- Exercise requirements -
Your task is to repeat exactly the lines below between the line holding "ring tip: (476, 361)" and the line holding "thumb mcp: (256, 216)", inclusive, and only those.

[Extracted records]
::::::::
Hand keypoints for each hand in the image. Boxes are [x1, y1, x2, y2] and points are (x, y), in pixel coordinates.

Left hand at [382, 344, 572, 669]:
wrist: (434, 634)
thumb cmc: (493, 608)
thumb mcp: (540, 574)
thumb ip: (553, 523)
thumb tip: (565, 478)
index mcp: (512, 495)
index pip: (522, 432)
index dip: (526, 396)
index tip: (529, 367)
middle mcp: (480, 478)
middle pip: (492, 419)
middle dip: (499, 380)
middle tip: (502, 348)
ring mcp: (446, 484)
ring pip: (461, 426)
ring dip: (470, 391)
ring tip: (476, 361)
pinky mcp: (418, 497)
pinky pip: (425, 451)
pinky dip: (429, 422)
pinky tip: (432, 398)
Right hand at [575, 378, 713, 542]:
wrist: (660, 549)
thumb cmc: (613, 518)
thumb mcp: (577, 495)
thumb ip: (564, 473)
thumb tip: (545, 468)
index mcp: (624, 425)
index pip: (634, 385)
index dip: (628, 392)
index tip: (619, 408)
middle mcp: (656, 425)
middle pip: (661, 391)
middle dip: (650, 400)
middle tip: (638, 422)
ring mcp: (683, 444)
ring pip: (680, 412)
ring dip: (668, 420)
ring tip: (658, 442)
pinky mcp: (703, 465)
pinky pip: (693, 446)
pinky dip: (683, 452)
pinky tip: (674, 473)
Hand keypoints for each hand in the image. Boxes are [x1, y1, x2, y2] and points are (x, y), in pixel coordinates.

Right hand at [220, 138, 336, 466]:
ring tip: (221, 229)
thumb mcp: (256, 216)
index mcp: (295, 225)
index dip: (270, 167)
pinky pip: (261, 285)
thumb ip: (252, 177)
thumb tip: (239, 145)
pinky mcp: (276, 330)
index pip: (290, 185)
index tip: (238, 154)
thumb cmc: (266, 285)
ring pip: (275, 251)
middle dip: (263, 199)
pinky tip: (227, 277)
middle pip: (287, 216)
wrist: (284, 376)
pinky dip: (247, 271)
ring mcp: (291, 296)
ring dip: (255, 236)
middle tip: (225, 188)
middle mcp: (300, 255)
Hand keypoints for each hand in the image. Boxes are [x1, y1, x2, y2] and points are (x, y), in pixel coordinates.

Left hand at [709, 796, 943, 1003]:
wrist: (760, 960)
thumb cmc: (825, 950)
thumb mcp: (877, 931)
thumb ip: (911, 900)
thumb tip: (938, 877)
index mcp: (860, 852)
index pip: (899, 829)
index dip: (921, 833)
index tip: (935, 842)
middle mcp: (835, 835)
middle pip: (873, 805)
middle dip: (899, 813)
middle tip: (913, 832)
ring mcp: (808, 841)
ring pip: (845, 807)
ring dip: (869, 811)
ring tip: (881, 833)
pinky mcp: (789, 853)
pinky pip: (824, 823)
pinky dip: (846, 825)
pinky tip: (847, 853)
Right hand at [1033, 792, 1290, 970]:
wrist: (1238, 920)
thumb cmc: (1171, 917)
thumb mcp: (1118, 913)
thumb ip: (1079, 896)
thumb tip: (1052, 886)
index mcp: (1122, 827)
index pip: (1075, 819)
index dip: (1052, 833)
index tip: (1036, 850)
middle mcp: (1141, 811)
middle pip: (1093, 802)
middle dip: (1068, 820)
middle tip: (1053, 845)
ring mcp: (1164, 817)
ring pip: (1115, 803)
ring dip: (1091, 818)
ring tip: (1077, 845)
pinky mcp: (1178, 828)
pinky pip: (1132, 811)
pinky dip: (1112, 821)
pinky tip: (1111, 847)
::::::::
- Solution to the problem -
ring tip: (476, 361)
pinky mcp: (418, 497)
pinky pip: (425, 451)
pinky dip: (429, 422)
pinky tip: (432, 398)
Right hand at [575, 378, 713, 542]:
wrist: (660, 549)
thumb cmc: (613, 518)
thumb mcp: (577, 495)
thumb ip: (564, 473)
thumb tip: (545, 468)
index mcp: (624, 425)
index pip: (634, 385)
index dip: (628, 392)
index tip: (619, 408)
middle mcp: (656, 425)
middle pip: (661, 391)
middle dip: (650, 400)
middle tip: (638, 422)
ring mcp: (683, 444)
ring pip: (680, 412)
ring dip: (668, 420)
ring tip: (658, 442)
pinky mcp: (703, 465)
pinky pip: (693, 446)
pinky dip: (683, 452)
pinky tip: (674, 473)
Hand keypoints for each hand in the image. Boxes are [x1, y1, x2, y2] and points are (x, y), in pixel coordinates.

Right hand at [220, 138, 336, 466]:
ring tip: (221, 229)
thumb mcp: (256, 216)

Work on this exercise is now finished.